So the Princess went to the Red Sea, and counted the reeds, and cut off the eleventh reed, and beat the Caterpillar with it, and then the Lion conquered in the fight, and both of them took their human forms again. But the Enchanted Princess was too quick for the poor wife, for she instantly seized the Prince and sprang upon the back of the Griffin, and away they flew, quite out of sight. Now the poor deserted wife sat down on the desolate shore, and cried bitterly; and then she said, "So far as the wind blows, and so long as the cock crows, will I search for my husband, till I find him;" and so she travelled on and on, until one day she came to the palace whither the Enchanted Princess had carried the Prince; and there was great feasting going on, and they told her that the Prince and Princess were about to be married. Then she remembered what the Sun had said, and took out the casket and opened it, and there was the most beautiful dress in all the world; as brilliant as the Sun himself. So she put it on, and went into the palace, and everybody admired the dress, and the Enchanted Princess asked if she would sell it?
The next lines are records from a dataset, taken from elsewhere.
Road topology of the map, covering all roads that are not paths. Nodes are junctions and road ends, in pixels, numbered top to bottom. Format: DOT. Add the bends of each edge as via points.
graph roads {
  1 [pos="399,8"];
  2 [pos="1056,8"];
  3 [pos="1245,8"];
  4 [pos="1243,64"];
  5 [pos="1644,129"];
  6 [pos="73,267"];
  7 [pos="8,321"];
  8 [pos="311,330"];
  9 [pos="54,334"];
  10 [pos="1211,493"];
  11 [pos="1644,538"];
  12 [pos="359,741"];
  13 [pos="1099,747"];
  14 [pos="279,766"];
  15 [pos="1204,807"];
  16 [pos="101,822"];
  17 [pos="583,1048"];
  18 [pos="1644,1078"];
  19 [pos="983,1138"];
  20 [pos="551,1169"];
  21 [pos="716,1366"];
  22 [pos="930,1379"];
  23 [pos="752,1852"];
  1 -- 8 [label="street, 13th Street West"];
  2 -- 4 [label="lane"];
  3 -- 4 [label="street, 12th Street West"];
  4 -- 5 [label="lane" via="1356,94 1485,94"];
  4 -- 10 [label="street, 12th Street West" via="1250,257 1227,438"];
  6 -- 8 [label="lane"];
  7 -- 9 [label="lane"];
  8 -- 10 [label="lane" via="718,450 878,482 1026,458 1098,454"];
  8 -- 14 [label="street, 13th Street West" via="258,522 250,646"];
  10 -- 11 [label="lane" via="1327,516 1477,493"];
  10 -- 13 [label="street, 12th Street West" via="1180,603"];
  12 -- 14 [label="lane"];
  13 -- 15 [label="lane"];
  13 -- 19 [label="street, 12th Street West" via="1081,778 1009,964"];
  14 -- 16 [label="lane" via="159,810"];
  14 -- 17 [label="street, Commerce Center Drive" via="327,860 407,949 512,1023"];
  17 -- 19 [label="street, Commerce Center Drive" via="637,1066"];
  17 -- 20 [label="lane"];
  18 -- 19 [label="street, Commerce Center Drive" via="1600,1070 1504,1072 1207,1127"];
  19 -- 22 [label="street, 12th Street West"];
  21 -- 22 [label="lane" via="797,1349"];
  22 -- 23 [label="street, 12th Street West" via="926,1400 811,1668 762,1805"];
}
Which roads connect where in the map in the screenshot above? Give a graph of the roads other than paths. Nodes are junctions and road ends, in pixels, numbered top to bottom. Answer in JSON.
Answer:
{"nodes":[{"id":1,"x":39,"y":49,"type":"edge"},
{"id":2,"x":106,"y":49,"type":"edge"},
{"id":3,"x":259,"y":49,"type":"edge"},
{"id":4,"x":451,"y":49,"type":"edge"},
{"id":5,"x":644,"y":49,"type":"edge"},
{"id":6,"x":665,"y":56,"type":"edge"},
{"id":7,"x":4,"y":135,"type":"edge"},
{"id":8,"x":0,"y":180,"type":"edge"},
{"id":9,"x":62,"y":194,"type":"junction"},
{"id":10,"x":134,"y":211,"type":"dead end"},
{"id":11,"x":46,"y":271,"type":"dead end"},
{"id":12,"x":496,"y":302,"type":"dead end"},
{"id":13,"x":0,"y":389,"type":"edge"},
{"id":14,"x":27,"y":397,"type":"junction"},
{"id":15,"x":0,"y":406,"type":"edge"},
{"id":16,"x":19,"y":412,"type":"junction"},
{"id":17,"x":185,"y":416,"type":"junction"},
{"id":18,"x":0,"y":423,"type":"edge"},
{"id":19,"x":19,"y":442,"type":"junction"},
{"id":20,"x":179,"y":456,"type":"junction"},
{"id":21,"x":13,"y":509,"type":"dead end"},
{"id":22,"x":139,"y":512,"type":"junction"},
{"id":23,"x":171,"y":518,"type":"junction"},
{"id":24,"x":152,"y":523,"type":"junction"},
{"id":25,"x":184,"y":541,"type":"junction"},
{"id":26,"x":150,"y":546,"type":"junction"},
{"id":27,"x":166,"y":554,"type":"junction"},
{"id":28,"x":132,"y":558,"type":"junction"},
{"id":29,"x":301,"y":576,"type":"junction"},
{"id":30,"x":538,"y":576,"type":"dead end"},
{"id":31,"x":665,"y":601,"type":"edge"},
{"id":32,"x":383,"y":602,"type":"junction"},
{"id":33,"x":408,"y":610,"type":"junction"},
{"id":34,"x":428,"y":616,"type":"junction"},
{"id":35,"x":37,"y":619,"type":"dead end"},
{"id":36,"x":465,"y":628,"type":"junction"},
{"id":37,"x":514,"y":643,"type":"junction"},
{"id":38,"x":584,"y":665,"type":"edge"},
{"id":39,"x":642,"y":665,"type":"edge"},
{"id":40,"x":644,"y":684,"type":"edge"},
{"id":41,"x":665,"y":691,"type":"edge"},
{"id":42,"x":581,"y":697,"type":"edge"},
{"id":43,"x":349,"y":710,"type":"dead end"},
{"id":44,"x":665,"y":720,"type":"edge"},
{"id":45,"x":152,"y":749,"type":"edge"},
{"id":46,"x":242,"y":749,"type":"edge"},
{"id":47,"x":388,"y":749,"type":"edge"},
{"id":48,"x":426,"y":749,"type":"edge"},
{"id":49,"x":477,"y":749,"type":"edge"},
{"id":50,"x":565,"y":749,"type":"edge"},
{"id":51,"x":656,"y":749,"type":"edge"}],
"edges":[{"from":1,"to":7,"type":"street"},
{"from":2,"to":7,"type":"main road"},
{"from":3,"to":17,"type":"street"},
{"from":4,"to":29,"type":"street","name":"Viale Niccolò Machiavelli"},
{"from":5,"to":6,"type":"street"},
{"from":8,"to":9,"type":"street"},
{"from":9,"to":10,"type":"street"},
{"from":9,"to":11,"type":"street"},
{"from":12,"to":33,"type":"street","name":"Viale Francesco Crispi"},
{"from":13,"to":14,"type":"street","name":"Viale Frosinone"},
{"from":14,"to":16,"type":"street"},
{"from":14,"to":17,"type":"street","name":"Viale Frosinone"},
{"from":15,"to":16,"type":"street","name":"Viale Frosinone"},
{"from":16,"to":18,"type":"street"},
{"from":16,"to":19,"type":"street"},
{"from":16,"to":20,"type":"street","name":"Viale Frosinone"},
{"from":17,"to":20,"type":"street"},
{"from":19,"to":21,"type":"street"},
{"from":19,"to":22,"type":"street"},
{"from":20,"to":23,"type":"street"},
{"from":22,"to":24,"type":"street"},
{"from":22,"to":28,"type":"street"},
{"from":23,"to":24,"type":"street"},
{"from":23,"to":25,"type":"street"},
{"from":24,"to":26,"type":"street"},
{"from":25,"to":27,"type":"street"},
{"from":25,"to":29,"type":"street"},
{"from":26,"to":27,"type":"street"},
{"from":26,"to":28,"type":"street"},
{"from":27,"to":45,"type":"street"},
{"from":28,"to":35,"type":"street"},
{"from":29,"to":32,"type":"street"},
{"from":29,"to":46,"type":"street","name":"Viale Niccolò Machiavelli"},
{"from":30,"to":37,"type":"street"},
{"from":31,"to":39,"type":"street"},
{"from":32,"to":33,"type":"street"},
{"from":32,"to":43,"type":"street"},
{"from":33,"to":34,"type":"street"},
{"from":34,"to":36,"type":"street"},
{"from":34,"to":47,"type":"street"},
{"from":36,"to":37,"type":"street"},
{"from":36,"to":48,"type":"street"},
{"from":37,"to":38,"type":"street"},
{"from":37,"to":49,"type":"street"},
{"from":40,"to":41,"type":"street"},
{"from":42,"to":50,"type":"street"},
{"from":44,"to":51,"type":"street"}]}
"Not for gold or silver," she said, "but for flesh and blood."
"What do you mean?" the Princess asked.
"Let me sleep for one night in the bridegroom's chamber," the wife said. So the Enchanted Princess agreed, but she gave the Prince a sleeping draught, so that he could not hear his wife's cries; and in the morning she was driven out, without a word from him, for he slept so soundly that all she said seemed to him only like the rushing of the wind through the fir-trees.
Then the poor wife sat down and wept again, until she thought of the egg the Moon had given her; and when she took the egg and broke it, there came out of it a hen with twelve chickens, all of gold, and the chickens pecked quite prettily, and then ran under the wings of the hen for shelter. Presently, the Enchanted Princess looked out of the window, and saw the hen and the chickens, and asked if they were for sale. "Not for gold or silver, but for flesh and blood," was the answer she got; and then the wife made the same bargain as before—that she should spend the night in the bridegroom's chamber. Now this night the Prince was warned by his servant, and so he poured away the sleeping draught instead of drinking it; and when his wife came, and told her sorrowful story, he knew her, and said, "Now I am saved;" and then they both went as quickly as possible, and set themselves upon the Griffin, who carried them over the Red Sea; and when they got to the middle of the sea, the Princess let fall the nut which the North Wind had given to her, and a great nut-tree grew up at once, on which the Griffin rested; and then it went straight to their home, where they lived happy ever after.
One more story of the same kind must be told, for three reasons: because it is very good reading, because it brings together various legends, and because it shows that these were common to Celtic as well as to Hindu, Greek, Teutonic, and Scandinavian peoples. It is called "The Battle of the Birds," and is given at full length, and in several different versions, in Campbell's "Popular Tales of the West Highlands."[5] To bring it within our space we must tell it in our own way.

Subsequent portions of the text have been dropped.